The annual January 26 Australia Day holiday commemorates the arrival of the first British settlers in 1788, but for many Australians it marks the beginning of colonial oppression of Aboriginal people.
"Australia is a diverse culture now, and we need to be inclusive to everyone, so change the date (of the national day)," Melbourne protestor Rachel Muir told AFP.
More than 10,000 people joined a march in Melbourne where protestors chanted "always was, always will be Aboriginal land", and holding banners stating "You are on stolen land".
Thousands more people rallied in major cities across the country.
"Australia has to come to terms with our indigenous peoples," protestor Greg Hunt told AFP.
"To celebrate Australia Day on the day that Europeans invaded Australia is an affront and very, very disrespectful to the people whose land we took."
Divisions have deepened in recent years with increasing calls to change the date and protests increasing in size.
In 2017 three local councils in Victoria state voted to no longer recognise January 26 as Australia Day.

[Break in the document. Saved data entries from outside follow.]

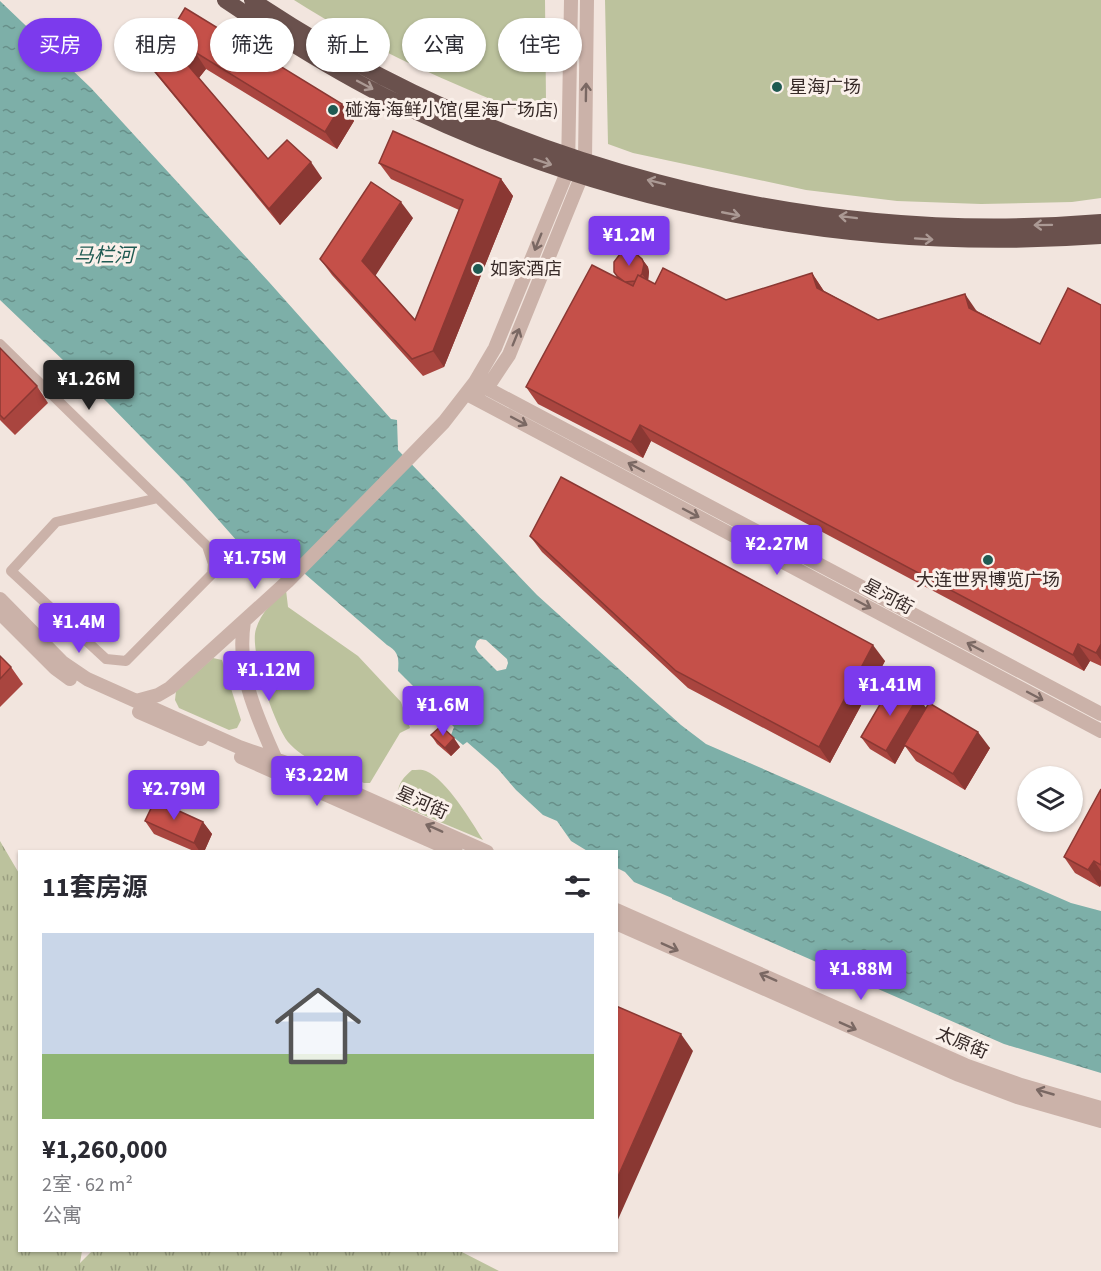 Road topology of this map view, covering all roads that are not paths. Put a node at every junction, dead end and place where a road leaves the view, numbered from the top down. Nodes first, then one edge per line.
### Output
1 (225, 0) edge
2 (252, 0) edge
3 (571, 0) edge
4 (587, 0) edge
5 (576, 165) junction
6 (1101, 222) edge
7 (1101, 236) edge
8 (0, 344) edge
9 (481, 385) junction
10 (467, 394) junction
11 (158, 498) junction
12 (0, 599) edge
13 (0, 613) edge
14 (244, 621) junction
15 (136, 701) junction
16 (1101, 714) edge
17 (1101, 731) edge
18 (273, 764) junction
19 (451, 850) edge
20 (482, 850) edge
21 (618, 911) edge
22 (618, 924) edge
23 (1101, 1108) edge
24 (1101, 1121) edge

1 -> 5 highway
2 - 5 highway
3 - 5 street
5 -> 4 street
6 -> 5 highway
5 -> 7 highway
5 - 9 street
8 - 11 street
9 - 10 street
16 -> 9 street, 星河街
10 - 14 street
10 -> 17 street, 星河街
11 - 11 street
12 - 15 street, 星河街
13 - 18 street, 星河街
14 - 15 street
14 - 18 street
15 - 18 street, 星河街
18 - 19 street, 星河街
20 -> 18 street, 星河街
23 -> 21 street, 太原街
22 -> 24 street, 太原街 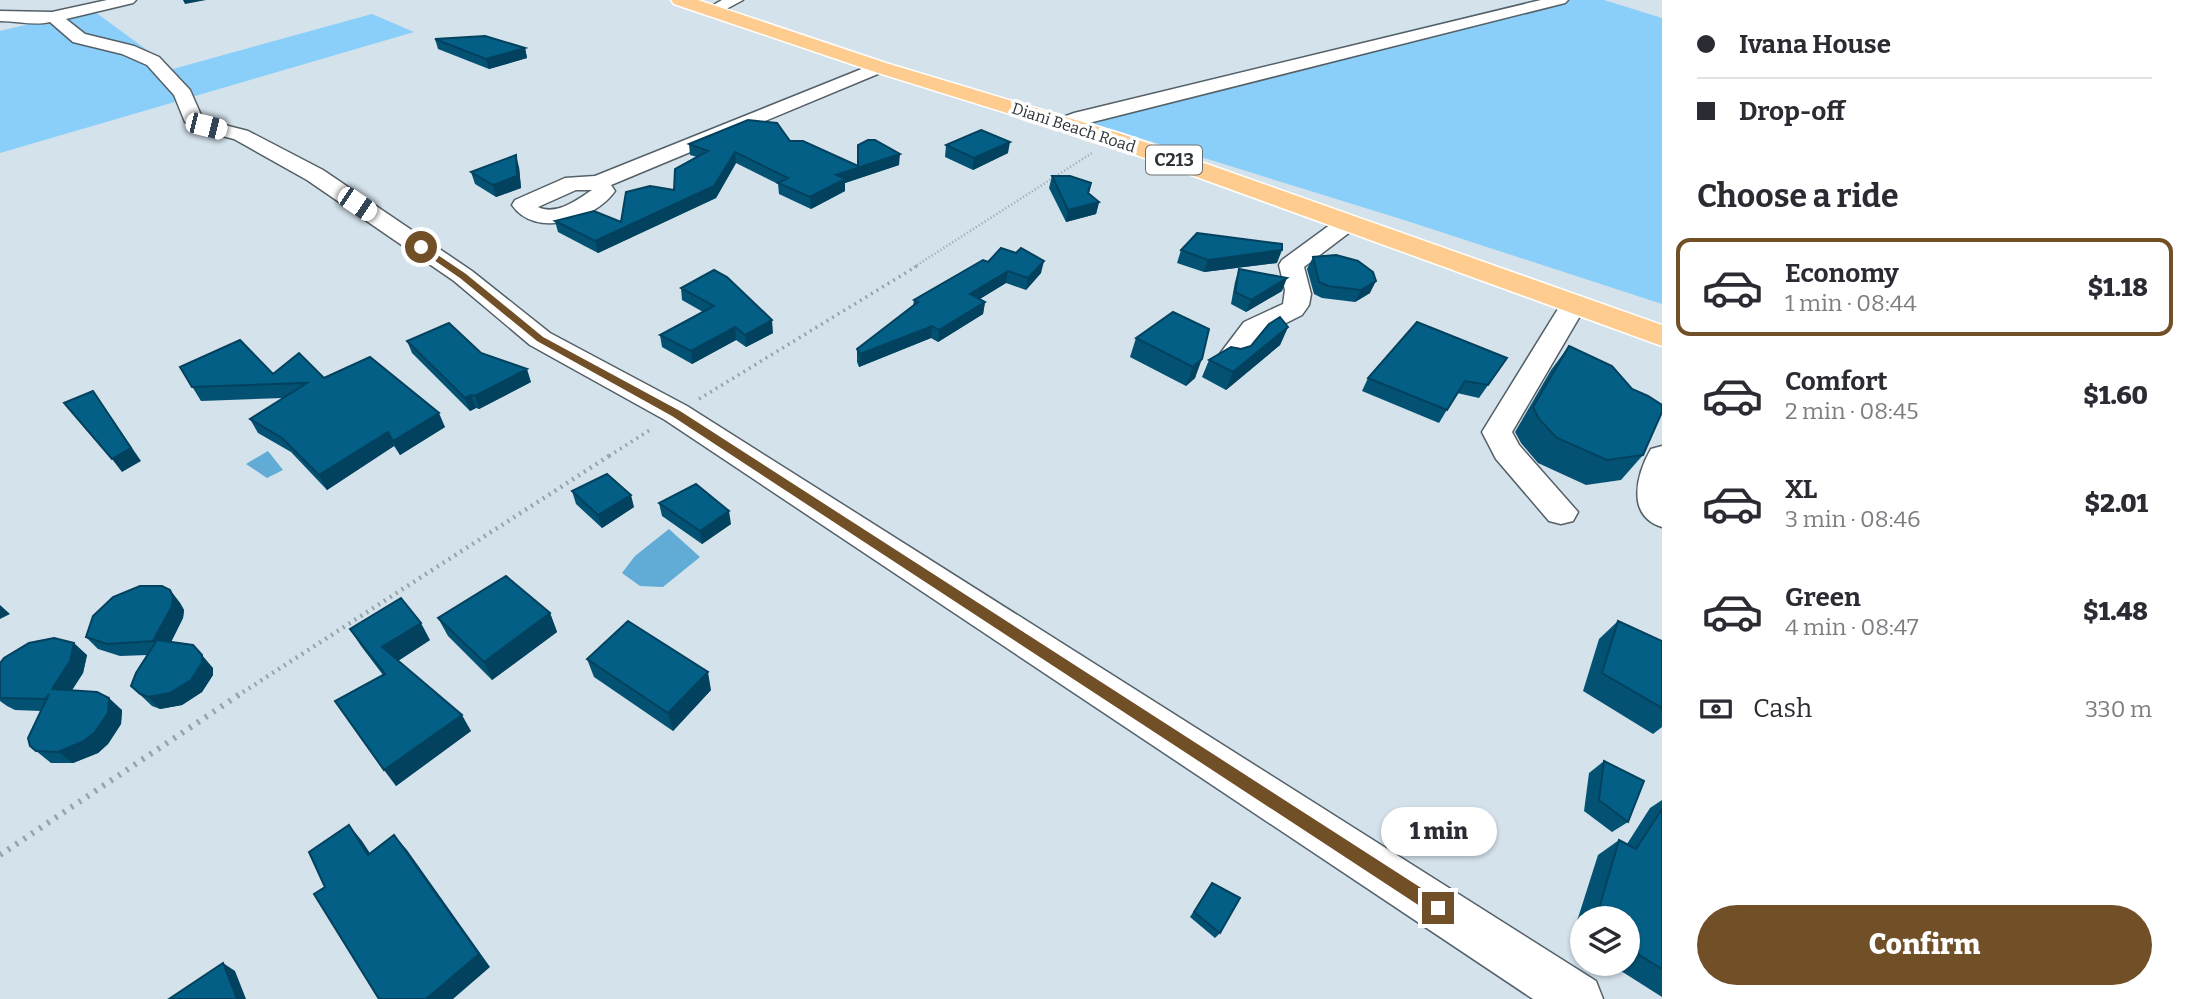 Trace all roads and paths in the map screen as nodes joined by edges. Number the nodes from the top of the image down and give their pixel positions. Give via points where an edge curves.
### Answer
1 (128, 0) edge
2 (680, 0) edge
3 (735, 0) edge
4 (1560, 0) edge
5 (711, 11) junction
6 (0, 16) edge
7 (54, 17) junction
8 (0, 29) edge
9 (879, 66) junction
10 (1065, 123) junction
11 (1114, 139) junction
12 (598, 183) dead end
13 (1346, 224) junction
14 (1574, 304) junction
15 (1662, 336) edge
16 (1233, 355) edge
17 (676, 413) junction
18 (1662, 457) edge
19 (1561, 512) dead end
20 (1662, 514) edge
21 (0, 855) edge
22 (1578, 999) edge

1 - 7 street
2 - 5 main road, Diani Beach Road / C213
3 - 5 street
4 - 10 street
5 - 9 main road, Diani Beach Road / C213
6 - 7 street
7 - 8 street
7 - 17 street via 79,37 153,61 183,94 192,118 241,135 315,175 463,276 540,339
9 - 10 main road, Diani Beach Road / C213
9 - 12 street
10 - 11 main road, Diani Beach Road / C213
11 - 13 main road, Diani Beach Road / C213
11 - 17 path
13 - 14 main road, Diani Beach Road / C213
13 - 16 street via 1291,265 1299,295 1295,308 1259,324
14 - 15 main road, Diani Beach Road / C213
14 - 19 street via 1497,432 1507,451
17 - 21 path via 267,676
17 - 22 street
18 - 20 street via 1652,485 1655,508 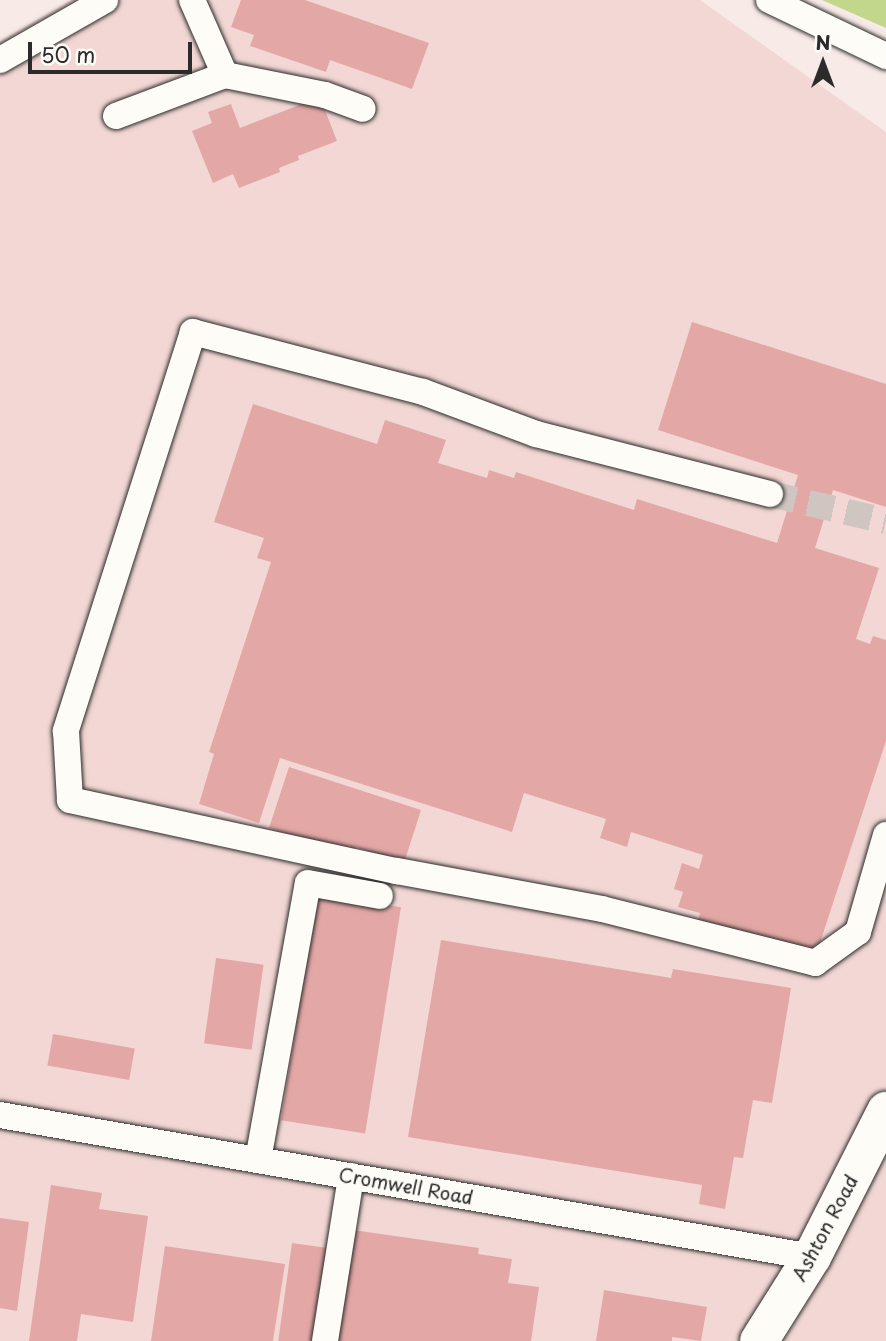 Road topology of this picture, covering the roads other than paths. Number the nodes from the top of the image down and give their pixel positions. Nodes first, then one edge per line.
1 (192, 0) edge
2 (769, 0) edge
3 (101, 1) edge
4 (886, 55) edge
5 (0, 60) edge
6 (225, 75) junction
7 (363, 109) dead end
8 (116, 116) dead end
9 (770, 494) tunnel mouth
10 (886, 835) edge
11 (380, 895) dead end
12 (886, 1111) edge
13 (0, 1115) edge
14 (258, 1160) junction
15 (351, 1176) junction
16 (812, 1257) junction
17 (326, 1341) edge
18 (759, 1341) edge

1 - 6 street
2 - 4 street
3 - 5 street
6 - 7 street
6 - 8 street
9 - 10 street
11 - 14 street
12 - 16 highway, Ashton Road
13 - 14 street, Cromwell Road
14 - 15 street, Cromwell Road
15 - 16 street, Cromwell Road
15 - 17 street
16 - 18 highway, Ashton Road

Last November youth radio station triple j, whose traditional Australia Day "Hottest 100" music countdown has become synonomous with the national holiday, announced it was moving the event to a different date due to "increasing debate" on the issue.
Prime Minister Malcolm Turnbull has long-resisted calls to change the date as divisive.
"We recognise that the history of European settlement in Australia has been complex and tragic for indigenous Australians," he said in a recent speech.
"But above all on Australia Day we recognise and celebrate our achievements as Australians."
"I'm disappointed by those who want to change the date of Australia Day, seeking to take a day that unites Australia and Australians and turn it into one that would divide us."
Aboriginals, whose cultures stretch back tens of thousands of years before the British arrived, remain the most disadvantaged Australians, with higher rates of poverty, ill- health and imprisonment than any other community in the country.
They were believed to have numbered around one million at the time of British settlement, but now make up only about three percent of the total national population of 24 million -- meaning there are now fewer Aboriginals than when the first Britons arrived.
Australia day is celebrated across the county, with picnics, traditional Aboriginal performances and citizenship ceremonies, where close to 13,000 new Australians pledged their commitment to the nation today.
A recent poll suggested most Australians were laid back about their national day, and most people do not know why it is held on January 26.
The survey of 1,417 Australians by the Australia Institute found that just over half of respondents did not mind when the day was celebrated.